Мы попытаемся использовать прием «челночного движения»: от ситуативного к философскому и обратно, когда конкретная мысль славянофилов раскрывается в пространство, задаваемое внешними по отношению к ней вопросам, и тем самым позволяет при возвращении к историческому по-новому осмыслить саму ситуацию.
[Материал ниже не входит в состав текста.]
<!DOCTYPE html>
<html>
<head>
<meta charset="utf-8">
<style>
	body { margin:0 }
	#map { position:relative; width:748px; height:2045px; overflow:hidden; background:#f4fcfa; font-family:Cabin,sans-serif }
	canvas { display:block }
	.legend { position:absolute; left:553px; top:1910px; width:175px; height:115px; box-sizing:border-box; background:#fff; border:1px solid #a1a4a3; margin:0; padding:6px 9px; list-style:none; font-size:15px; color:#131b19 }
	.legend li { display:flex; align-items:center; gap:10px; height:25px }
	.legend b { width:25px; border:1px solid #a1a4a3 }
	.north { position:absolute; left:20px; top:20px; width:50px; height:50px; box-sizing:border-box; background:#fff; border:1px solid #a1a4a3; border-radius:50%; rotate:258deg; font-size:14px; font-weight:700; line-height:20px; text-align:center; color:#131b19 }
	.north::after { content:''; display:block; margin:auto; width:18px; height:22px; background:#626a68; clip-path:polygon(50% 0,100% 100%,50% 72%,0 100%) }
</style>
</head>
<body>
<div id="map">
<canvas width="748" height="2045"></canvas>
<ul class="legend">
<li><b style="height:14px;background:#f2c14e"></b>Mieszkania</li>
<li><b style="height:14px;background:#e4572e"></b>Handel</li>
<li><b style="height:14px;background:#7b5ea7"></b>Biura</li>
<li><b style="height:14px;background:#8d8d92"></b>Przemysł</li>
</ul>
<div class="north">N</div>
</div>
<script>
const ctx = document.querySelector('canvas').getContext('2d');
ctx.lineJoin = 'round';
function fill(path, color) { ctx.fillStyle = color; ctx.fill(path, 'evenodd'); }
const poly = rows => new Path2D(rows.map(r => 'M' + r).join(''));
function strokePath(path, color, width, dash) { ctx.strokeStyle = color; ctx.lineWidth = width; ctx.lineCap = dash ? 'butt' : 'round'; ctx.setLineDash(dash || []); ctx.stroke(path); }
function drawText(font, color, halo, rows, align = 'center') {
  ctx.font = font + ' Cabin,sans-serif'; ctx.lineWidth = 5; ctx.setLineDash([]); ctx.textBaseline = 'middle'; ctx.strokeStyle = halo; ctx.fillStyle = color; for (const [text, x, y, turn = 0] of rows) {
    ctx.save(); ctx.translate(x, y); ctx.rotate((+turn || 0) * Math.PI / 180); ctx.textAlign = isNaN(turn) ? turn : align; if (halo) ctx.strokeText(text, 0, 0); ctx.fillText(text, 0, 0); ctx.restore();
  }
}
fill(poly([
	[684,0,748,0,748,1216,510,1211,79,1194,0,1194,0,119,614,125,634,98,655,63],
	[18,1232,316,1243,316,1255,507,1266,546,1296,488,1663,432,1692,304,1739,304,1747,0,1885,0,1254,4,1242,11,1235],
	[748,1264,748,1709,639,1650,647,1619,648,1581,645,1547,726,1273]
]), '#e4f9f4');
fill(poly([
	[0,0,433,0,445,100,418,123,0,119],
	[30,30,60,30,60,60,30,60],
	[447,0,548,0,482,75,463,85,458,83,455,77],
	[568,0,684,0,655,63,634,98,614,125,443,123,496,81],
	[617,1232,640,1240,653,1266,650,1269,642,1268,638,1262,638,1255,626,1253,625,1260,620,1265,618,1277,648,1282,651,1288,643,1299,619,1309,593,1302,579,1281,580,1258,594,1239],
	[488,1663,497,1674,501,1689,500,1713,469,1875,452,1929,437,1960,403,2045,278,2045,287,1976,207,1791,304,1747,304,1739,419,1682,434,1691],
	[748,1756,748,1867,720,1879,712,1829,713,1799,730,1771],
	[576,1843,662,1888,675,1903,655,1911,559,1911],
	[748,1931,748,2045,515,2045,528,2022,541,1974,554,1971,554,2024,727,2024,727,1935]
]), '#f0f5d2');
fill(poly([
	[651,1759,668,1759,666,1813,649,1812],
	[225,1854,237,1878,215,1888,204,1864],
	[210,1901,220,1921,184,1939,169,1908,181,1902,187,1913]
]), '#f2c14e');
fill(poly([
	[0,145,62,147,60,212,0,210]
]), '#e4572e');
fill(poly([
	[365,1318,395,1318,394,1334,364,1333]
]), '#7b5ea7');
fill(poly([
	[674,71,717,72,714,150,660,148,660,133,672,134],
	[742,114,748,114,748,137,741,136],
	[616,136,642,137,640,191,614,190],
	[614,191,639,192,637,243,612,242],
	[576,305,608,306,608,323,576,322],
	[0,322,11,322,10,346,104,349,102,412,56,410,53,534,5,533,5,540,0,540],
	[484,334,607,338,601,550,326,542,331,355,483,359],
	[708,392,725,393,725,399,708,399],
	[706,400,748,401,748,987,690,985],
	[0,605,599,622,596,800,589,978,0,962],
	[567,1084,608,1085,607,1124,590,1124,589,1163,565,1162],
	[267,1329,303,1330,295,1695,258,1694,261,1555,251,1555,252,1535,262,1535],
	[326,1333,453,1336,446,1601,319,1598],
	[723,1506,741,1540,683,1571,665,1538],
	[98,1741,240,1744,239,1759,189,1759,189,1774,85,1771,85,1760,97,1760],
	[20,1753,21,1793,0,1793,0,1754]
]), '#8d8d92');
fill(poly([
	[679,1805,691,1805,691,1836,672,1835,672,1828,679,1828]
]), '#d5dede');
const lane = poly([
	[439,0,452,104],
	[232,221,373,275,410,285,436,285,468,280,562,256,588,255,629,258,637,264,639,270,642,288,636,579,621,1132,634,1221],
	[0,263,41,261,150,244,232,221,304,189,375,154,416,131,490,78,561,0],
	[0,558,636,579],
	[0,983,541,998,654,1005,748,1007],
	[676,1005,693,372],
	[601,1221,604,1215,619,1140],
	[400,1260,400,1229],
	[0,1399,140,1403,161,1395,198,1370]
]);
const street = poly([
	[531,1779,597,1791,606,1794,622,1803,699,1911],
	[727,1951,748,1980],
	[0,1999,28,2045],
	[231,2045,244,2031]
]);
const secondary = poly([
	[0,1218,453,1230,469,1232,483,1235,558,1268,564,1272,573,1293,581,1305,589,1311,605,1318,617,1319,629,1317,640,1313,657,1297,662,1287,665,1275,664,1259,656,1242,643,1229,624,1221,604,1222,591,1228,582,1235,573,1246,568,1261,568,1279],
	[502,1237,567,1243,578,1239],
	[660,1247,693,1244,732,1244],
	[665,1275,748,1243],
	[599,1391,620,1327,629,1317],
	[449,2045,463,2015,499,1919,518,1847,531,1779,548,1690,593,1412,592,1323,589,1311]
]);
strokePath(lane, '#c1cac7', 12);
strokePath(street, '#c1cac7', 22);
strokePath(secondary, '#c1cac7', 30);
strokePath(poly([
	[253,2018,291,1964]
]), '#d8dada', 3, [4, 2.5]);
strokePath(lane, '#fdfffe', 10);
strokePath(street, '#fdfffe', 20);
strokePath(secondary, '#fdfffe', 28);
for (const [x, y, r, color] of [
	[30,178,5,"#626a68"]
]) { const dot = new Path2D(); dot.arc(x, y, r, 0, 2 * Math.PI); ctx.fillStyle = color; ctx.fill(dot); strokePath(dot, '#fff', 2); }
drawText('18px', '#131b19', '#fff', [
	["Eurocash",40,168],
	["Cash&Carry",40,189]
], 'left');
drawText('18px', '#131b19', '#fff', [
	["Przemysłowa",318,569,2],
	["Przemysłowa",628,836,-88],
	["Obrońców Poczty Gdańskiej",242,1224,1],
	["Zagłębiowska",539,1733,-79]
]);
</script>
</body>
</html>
Необходимо сразу оговорить, почему, введя в заглавие текста «философия права», в самом тексте мы чаще всего говорим о «философии политики». Подобное смещение закономерно и оправданно, поскольку право нового времени в своих основаниях отсылает к политике – «зеркаля» средневековую ситуацию, когда политика находит свое укоренение в юридическом (и тем самым мы правомерно можем говорить в данном аспекте о небытии «политического» в средние века – ведя отсчет «политического» с нового времени). Иными словами, для того, чтобы найти основания правового в модерне, мы вынуждены обращаться к политическому (как это демонстрируют К. Шмитт [см.: 8] и Л. Штраус [см.: 9]), в котором коренится всякая модерная публичная реальность, в свою очередь все право включая в сферу публичного (что проявляется в «позитивистской» интерпретации права, наивно сводящей его к государственному велению – как описание, данная трактовка далека от схватывания реалий права, но как проявленная интенция модерного типа права оно вполне адекватно).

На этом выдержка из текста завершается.